05/04/2018 07:51 AST

Dubai’s residential property market continued to soften in the first three months of this year, in line with analysts’ forecasts, with rental values recording a more pronounced fall than sales prices, according to consultancy Cavendish Maxwell’s latest market update.

“Upcoming supply will continue to impact occupancy levels in existing stock, thus putting further pressure on rents,” said Manika Dhama, senior consultant at Cavendish Maxwell, which compiles data from its Propertymonitor database on a quarterly basis to assess the market.

“Housing allowances for many expats are being realigned in line with changing business activity and hence their appetite for higher ticket properties remains low.”

The UAE property market has slowed in recent years on the back of a three-year oil slump that has caused job losses, crimped purchasing power, dampened demand and subsequently pushed sales and rental prices of residential units lower. Analysts predict the market will continue to decline, at a slower rate, for much of 2018 before bottoming out later this year.

Cavendish Maxwell said average residential property prices registered a year-on-year decline of 2 per cent in the first quarter of 2018, while rents declined by up to 5 per cent in some areas.

This is in line with expectations of real estate agents, according to an accompanying sentiment survey of Dubai agents conducted by Cavendish Maxwell. The majority of respondents polled in the survey predicted a five per cent fall in apartment and villa or townhouse prices, as well as rents in the first three months of this year. In the sales market, the was a degree of differentiation depending on the neighbourhood, the quarterly report showed. Jumeirah Beach Residence in Dubai witnessed a 2.5 per cent year-on-year decline, the sharpest fall in apartment category, while Jumeirah Islands recorded a 3 per cent drop, the steepest decline in the villa category in the the emirate.

Meanwhile, rental declines were most pronounced in Business Bay, Discovery Gardens, International City, Al Furjan Villas, the Springs and Jumeirah Golf Estates – all of which saw year-on-year declines of 5 per cent.
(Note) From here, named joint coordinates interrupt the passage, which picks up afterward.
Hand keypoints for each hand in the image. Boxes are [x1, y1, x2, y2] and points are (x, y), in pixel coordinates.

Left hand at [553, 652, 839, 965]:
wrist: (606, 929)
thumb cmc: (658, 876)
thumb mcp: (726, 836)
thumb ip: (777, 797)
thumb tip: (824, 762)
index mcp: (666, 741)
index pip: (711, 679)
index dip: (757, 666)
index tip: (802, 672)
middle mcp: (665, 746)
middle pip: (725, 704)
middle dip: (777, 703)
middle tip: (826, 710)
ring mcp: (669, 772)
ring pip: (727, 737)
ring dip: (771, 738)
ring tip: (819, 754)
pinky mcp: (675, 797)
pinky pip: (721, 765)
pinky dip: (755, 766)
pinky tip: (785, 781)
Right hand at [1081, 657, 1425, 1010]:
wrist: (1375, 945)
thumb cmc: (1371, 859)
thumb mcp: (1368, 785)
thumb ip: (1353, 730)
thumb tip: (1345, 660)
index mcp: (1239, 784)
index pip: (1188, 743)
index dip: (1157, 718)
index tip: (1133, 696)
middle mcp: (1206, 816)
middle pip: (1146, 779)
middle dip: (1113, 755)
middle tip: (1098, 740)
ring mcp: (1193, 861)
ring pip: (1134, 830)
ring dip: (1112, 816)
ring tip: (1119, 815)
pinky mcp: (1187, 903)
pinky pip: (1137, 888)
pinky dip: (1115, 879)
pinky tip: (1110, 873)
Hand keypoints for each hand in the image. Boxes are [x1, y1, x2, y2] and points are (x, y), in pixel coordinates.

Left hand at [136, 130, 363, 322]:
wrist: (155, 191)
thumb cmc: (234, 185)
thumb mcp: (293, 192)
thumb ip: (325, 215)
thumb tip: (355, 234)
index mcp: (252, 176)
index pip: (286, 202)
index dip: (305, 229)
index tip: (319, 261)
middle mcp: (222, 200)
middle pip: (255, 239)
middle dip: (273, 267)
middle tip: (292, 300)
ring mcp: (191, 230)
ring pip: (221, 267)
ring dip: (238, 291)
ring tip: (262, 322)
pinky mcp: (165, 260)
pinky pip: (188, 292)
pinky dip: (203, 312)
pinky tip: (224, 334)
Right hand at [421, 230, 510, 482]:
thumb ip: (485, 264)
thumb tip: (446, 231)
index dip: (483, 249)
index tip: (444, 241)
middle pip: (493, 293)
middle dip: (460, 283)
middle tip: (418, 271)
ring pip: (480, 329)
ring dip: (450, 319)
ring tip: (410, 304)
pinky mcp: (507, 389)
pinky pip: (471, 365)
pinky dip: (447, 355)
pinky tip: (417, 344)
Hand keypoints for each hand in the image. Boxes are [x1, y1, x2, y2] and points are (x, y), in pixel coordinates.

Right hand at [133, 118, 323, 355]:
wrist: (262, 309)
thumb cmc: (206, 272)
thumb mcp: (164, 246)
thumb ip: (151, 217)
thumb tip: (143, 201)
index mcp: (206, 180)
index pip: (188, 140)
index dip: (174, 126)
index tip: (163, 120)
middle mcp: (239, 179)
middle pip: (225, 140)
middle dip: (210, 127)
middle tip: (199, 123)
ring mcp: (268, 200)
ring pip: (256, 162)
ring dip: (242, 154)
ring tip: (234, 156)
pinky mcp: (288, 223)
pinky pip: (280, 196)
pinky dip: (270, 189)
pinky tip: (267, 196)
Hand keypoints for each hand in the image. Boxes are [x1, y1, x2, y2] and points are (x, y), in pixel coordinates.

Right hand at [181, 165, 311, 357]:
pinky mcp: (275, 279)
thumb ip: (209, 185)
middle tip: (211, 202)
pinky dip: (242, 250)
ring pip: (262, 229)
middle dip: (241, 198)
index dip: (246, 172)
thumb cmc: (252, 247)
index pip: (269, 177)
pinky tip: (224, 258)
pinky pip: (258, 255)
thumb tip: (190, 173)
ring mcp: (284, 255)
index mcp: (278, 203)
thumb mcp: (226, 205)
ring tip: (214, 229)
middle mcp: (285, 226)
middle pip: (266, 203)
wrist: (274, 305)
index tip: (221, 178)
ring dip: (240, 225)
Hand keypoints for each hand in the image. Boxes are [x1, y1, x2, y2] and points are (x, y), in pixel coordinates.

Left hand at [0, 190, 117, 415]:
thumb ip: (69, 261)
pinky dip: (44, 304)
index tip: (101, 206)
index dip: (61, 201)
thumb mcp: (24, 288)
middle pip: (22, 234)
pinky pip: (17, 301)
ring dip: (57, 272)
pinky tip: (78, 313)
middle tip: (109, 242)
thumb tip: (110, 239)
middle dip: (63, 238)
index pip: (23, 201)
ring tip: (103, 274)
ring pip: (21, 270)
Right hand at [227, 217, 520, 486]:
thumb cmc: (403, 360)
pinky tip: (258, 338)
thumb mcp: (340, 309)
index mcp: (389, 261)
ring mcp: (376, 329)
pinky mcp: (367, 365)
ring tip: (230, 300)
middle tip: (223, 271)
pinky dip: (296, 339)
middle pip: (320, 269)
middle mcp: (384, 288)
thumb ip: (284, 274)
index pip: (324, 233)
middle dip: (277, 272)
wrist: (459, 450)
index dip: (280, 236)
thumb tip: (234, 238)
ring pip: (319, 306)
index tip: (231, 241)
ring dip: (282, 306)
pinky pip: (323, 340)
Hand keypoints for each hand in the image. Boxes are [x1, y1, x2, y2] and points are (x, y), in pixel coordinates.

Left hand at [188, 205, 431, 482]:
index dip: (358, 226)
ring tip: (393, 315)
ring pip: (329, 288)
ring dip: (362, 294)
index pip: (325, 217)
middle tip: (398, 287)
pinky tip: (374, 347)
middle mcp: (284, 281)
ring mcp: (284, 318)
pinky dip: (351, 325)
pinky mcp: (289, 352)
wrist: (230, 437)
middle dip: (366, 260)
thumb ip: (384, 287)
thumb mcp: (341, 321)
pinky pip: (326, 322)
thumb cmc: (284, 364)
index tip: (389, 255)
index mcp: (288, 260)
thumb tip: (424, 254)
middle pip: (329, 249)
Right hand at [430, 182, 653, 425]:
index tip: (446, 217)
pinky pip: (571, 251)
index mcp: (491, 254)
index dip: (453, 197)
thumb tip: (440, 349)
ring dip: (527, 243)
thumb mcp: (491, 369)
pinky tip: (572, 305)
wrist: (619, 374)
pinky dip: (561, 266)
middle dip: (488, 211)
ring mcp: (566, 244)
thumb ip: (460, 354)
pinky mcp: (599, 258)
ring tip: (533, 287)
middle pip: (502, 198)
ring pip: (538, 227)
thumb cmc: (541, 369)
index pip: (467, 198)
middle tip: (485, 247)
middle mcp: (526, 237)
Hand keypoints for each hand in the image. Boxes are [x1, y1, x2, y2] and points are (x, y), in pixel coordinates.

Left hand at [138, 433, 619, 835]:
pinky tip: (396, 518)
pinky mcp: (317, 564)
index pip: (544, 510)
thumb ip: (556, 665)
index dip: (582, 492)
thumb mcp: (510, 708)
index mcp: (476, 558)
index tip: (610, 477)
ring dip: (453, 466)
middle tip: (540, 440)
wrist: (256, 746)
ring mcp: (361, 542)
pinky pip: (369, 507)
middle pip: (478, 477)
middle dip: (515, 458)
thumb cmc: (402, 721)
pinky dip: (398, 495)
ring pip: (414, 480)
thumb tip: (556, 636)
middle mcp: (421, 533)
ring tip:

Springs and Al Furjan villas communities saw an even bigger retreat in rental values, the report said.

Rent declines are expected to continue during the second quarter of 2018, Cavendish Maxwell said, particularly in areas with increasing supply and those located away from central business districts and public infrastructure.

“It has been a tenant-led market and increasing stock levels each quarter have provided ample opportunities for negotiation on base rents as well as payment terms such as number of cheques,” the reported noted.

Approximately 3,800 residential units were handed over in Dubai during the first quarter of 2018, and, as in 2017, off-plan properties accounted for 61 per cent of total transfers, the report said.

On the plus side, the available pool of properties is catering to a wider base of buyers, Ms Dhama said. “The average trading price for apartments during the first quarter was Dh1.2 million, and at around that price point, coupled with payment plans, more people can participate in the property market,” she told The National.